■ Assignment
Make an exact copy of every record that follows.

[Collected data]
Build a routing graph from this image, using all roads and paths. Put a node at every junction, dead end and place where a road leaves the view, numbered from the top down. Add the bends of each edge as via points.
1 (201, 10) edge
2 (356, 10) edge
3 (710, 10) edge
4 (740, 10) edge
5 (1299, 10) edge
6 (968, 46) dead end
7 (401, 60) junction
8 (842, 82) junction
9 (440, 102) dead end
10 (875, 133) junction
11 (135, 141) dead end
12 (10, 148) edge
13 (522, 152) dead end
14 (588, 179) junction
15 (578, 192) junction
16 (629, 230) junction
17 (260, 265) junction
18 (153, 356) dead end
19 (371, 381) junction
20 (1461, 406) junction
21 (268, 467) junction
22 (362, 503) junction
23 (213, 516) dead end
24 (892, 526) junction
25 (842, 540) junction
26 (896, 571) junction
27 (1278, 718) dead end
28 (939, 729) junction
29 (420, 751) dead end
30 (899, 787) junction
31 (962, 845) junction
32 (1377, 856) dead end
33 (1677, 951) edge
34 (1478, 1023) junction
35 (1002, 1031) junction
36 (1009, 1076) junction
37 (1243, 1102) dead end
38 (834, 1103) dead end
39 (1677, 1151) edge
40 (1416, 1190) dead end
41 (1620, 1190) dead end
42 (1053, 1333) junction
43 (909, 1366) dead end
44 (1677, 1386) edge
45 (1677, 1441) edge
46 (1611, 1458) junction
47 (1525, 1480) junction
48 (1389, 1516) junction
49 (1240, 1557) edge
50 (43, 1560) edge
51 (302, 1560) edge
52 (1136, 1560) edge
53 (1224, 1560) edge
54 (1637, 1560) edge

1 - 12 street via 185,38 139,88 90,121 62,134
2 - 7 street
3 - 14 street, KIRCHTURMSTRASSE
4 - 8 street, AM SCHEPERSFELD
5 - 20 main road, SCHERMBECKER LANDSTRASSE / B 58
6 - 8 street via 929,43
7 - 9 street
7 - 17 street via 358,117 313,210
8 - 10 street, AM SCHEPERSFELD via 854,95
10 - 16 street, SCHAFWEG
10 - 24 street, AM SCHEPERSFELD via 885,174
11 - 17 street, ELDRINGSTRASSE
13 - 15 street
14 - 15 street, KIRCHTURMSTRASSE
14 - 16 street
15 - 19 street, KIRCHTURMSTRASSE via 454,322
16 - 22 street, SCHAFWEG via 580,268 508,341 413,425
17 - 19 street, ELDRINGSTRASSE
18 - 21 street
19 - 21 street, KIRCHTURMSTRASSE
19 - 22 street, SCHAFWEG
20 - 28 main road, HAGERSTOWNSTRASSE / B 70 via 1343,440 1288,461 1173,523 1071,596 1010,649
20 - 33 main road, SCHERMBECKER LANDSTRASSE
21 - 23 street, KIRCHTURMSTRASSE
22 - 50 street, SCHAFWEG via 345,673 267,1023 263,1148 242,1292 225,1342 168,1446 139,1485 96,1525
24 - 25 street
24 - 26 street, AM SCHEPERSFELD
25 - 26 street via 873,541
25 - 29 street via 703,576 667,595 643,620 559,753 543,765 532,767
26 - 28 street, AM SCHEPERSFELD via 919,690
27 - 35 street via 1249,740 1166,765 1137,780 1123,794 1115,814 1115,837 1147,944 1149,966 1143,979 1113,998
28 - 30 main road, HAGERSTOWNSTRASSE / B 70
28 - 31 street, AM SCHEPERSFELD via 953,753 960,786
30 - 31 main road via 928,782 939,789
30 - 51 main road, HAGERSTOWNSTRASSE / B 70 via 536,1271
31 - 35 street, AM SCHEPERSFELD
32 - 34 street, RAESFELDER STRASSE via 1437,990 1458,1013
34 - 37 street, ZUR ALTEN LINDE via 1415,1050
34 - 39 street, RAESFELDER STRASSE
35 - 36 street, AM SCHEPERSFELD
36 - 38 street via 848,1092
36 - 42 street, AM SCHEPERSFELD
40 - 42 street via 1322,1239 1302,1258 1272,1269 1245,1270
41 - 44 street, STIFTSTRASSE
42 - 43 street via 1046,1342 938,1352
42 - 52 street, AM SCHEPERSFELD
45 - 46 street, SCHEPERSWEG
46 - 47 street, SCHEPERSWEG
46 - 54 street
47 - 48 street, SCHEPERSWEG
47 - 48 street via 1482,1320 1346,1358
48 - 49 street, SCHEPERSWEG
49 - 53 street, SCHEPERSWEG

■ Expected answer
Build a routing graph from this image, using all roads and paths. Put a node at every junction, dead end and place where a road leaves the view, numbered from the top down. Add the bends of each edge as via points.
1 (201, 10) edge
2 (356, 10) edge
3 (710, 10) edge
4 (740, 10) edge
5 (1299, 10) edge
6 (968, 46) dead end
7 (401, 60) junction
8 (842, 82) junction
9 (440, 102) dead end
10 (875, 133) junction
11 (135, 141) dead end
12 (10, 148) edge
13 (522, 152) dead end
14 (588, 179) junction
15 (578, 192) junction
16 (629, 230) junction
17 (260, 265) junction
18 (153, 356) dead end
19 (371, 381) junction
20 (1461, 406) junction
21 (268, 467) junction
22 (362, 503) junction
23 (213, 516) dead end
24 (892, 526) junction
25 (842, 540) junction
26 (896, 571) junction
27 (1278, 718) dead end
28 (939, 729) junction
29 (420, 751) dead end
30 (899, 787) junction
31 (962, 845) junction
32 (1377, 856) dead end
33 (1677, 951) edge
34 (1478, 1023) junction
35 (1002, 1031) junction
36 (1009, 1076) junction
37 (1243, 1102) dead end
38 (834, 1103) dead end
39 (1677, 1151) edge
40 (1416, 1190) dead end
41 (1620, 1190) dead end
42 (1053, 1333) junction
43 (909, 1366) dead end
44 (1677, 1386) edge
45 (1677, 1441) edge
46 (1611, 1458) junction
47 (1525, 1480) junction
48 (1389, 1516) junction
49 (1240, 1557) edge
50 (43, 1560) edge
51 (302, 1560) edge
52 (1136, 1560) edge
53 (1224, 1560) edge
54 (1637, 1560) edge

1 - 12 street via 185,38 139,88 90,121 62,134
2 - 7 street
3 - 14 street, KIRCHTURMSTRASSE
4 - 8 street, AM SCHEPERSFELD
5 - 20 main road, SCHERMBECKER LANDSTRASSE / B 58
6 - 8 street via 929,43
7 - 9 street
7 - 17 street via 358,117 313,210
8 - 10 street, AM SCHEPERSFELD via 854,95
10 - 16 street, SCHAFWEG
10 - 24 street, AM SCHEPERSFELD via 885,174
11 - 17 street, ELDRINGSTRASSE
13 - 15 street
14 - 15 street, KIRCHTURMSTRASSE
14 - 16 street
15 - 19 street, KIRCHTURMSTRASSE via 454,322
16 - 22 street, SCHAFWEG via 580,268 508,341 413,425
17 - 19 street, ELDRINGSTRASSE
18 - 21 street
19 - 21 street, KIRCHTURMSTRASSE
19 - 22 street, SCHAFWEG
20 - 28 main road, HAGERSTOWNSTRASSE / B 70 via 1343,440 1288,461 1173,523 1071,596 1010,649
20 - 33 main road, SCHERMBECKER LANDSTRASSE
21 - 23 street, KIRCHTURMSTRASSE
22 - 50 street, SCHAFWEG via 345,673 267,1023 263,1148 242,1292 225,1342 168,1446 139,1485 96,1525
24 - 25 street
24 - 26 street, AM SCHEPERSFELD
25 - 26 street via 873,541
25 - 29 street via 703,576 667,595 643,620 559,753 543,765 532,767
26 - 28 street, AM SCHEPERSFELD via 919,690
27 - 35 street via 1249,740 1166,765 1137,780 1123,794 1115,814 1115,837 1147,944 1149,966 1143,979 1113,998
28 - 30 main road, HAGERSTOWNSTRASSE / B 70
28 - 31 street, AM SCHEPERSFELD via 953,753 960,786
30 - 31 main road via 928,782 939,789
30 - 51 main road, HAGERSTOWNSTRASSE / B 70 via 536,1271
31 - 35 street, AM SCHEPERSFELD
32 - 34 street, RAESFELDER STRASSE via 1437,990 1458,1013
34 - 37 street, ZUR ALTEN LINDE via 1415,1050
34 - 39 street, RAESFELDER STRASSE
35 - 36 street, AM SCHEPERSFELD
36 - 38 street via 848,1092
36 - 42 street, AM SCHEPERSFELD
40 - 42 street via 1322,1239 1302,1258 1272,1269 1245,1270
41 - 44 street, STIFTSTRASSE
42 - 43 street via 1046,1342 938,1352
42 - 52 street, AM SCHEPERSFELD
45 - 46 street, SCHEPERSWEG
46 - 47 street, SCHEPERSWEG
46 - 54 street
47 - 48 street, SCHEPERSWEG
47 - 48 street via 1482,1320 1346,1358
48 - 49 street, SCHEPERSWEG
49 - 53 street, SCHEPERSWEG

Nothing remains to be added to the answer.